Maximilian Anton Lamoral, Hereditary Prince of Thurn and Taxis (German: Maximilian Anton Lamoral Erbprinz von Thurn und Taxis; 28 September 1831 - 26 June 1867) was the Hereditary Prince of Thurn and Taxis from birth until his death in 1867.

== Biography ==
Maximilian Anton Lamoral was the son of Maximilian Karl, 6th Prince of Thurn and Taxis, and his wife, Baroness Wilhelmine of Dörnberg.

=== Marriage and residence ===
Maximilian married Duchess Helene in Bavaria, daughter of Duke Maximilian Joseph in Bavaria and Princess Ludovika of Bavaria, on 24 August 1858 at Possenhofen Castle. Helene was the eldest sister of Empress Elisabeth of Austria.

Initially, King Maximilian II of Bavaria had refused to let Helene, his first cousin, marry a prince who was not from a reigning royal house. However, Helene's brother-in-law, Emperor Franz Joseph I of Austria, intervened, and the marriage took place as planned.

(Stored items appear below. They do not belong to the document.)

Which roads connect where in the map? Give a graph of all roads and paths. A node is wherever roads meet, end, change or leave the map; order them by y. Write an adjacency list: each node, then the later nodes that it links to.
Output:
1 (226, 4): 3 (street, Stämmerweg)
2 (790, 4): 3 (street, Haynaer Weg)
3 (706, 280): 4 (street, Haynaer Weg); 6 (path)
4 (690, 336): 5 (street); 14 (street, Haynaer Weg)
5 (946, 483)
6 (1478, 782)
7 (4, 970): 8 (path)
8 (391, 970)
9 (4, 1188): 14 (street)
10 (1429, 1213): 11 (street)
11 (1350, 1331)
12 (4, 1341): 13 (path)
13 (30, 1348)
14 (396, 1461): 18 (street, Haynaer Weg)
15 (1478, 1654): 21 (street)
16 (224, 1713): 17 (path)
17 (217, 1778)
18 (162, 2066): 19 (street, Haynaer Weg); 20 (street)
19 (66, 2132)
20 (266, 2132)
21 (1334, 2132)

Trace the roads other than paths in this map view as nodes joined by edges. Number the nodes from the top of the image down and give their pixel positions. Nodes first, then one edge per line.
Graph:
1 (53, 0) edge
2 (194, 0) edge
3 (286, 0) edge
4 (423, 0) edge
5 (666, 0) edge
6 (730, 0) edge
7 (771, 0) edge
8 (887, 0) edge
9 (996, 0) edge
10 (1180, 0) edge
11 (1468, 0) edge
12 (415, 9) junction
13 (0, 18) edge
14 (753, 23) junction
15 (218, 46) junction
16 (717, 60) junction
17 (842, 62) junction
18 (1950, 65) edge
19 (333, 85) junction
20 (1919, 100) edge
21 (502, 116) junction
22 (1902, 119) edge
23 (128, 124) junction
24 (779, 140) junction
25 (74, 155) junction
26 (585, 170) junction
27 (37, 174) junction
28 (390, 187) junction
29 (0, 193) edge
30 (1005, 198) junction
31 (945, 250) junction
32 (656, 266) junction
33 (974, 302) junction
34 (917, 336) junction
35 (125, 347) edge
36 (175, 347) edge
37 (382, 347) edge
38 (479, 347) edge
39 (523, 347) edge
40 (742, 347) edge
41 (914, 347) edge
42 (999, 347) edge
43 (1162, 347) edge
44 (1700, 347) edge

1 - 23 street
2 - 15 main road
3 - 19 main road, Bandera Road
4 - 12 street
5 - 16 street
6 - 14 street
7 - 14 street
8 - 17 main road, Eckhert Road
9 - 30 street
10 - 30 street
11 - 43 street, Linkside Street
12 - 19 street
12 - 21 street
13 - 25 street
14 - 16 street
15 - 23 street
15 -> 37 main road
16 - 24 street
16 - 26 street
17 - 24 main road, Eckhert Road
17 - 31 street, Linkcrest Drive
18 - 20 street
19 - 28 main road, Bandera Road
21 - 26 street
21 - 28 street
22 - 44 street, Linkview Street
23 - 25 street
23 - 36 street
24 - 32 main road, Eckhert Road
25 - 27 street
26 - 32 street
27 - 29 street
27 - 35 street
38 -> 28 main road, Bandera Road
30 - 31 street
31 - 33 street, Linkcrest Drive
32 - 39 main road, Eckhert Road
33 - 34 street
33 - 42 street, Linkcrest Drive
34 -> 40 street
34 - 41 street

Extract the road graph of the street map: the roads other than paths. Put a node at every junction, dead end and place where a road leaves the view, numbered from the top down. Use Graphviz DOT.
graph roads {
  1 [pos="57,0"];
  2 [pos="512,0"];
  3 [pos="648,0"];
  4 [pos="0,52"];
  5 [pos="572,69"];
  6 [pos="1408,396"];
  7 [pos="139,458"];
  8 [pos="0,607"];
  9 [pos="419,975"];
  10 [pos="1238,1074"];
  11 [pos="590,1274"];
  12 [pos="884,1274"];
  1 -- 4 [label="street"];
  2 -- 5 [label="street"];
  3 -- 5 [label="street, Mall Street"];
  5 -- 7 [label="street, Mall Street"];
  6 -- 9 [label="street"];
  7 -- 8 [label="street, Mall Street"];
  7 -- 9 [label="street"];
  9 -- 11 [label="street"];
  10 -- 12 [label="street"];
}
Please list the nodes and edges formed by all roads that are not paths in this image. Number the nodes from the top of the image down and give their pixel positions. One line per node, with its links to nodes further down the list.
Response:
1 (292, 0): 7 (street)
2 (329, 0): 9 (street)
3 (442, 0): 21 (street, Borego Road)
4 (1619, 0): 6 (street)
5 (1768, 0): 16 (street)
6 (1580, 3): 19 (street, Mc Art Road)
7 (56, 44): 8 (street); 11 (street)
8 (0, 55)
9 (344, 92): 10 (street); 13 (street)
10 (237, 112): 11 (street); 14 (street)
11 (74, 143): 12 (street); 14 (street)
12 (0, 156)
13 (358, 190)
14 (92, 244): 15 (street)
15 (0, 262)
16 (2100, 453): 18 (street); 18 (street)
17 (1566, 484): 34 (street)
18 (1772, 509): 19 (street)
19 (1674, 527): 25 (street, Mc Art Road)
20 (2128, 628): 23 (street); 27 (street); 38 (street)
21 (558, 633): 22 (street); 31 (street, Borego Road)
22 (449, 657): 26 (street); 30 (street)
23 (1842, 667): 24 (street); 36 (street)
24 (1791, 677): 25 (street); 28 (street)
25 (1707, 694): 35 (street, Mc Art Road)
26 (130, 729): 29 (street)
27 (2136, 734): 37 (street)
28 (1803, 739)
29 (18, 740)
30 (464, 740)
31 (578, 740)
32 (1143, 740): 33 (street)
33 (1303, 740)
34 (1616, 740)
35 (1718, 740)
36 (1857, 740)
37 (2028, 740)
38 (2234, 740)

The couple resided in the Erbprinzenpalais (Hereditary Prince's Palace) in Regensburg, a Baroque four-wing complex on the northern east side of Bismarckplatz. The building, originally constructed in 1701 as a guesthouse for Prüfening Abbey, was re-acquired by the House of Thurn and Taxis in 1862 to serve as the couple's residence.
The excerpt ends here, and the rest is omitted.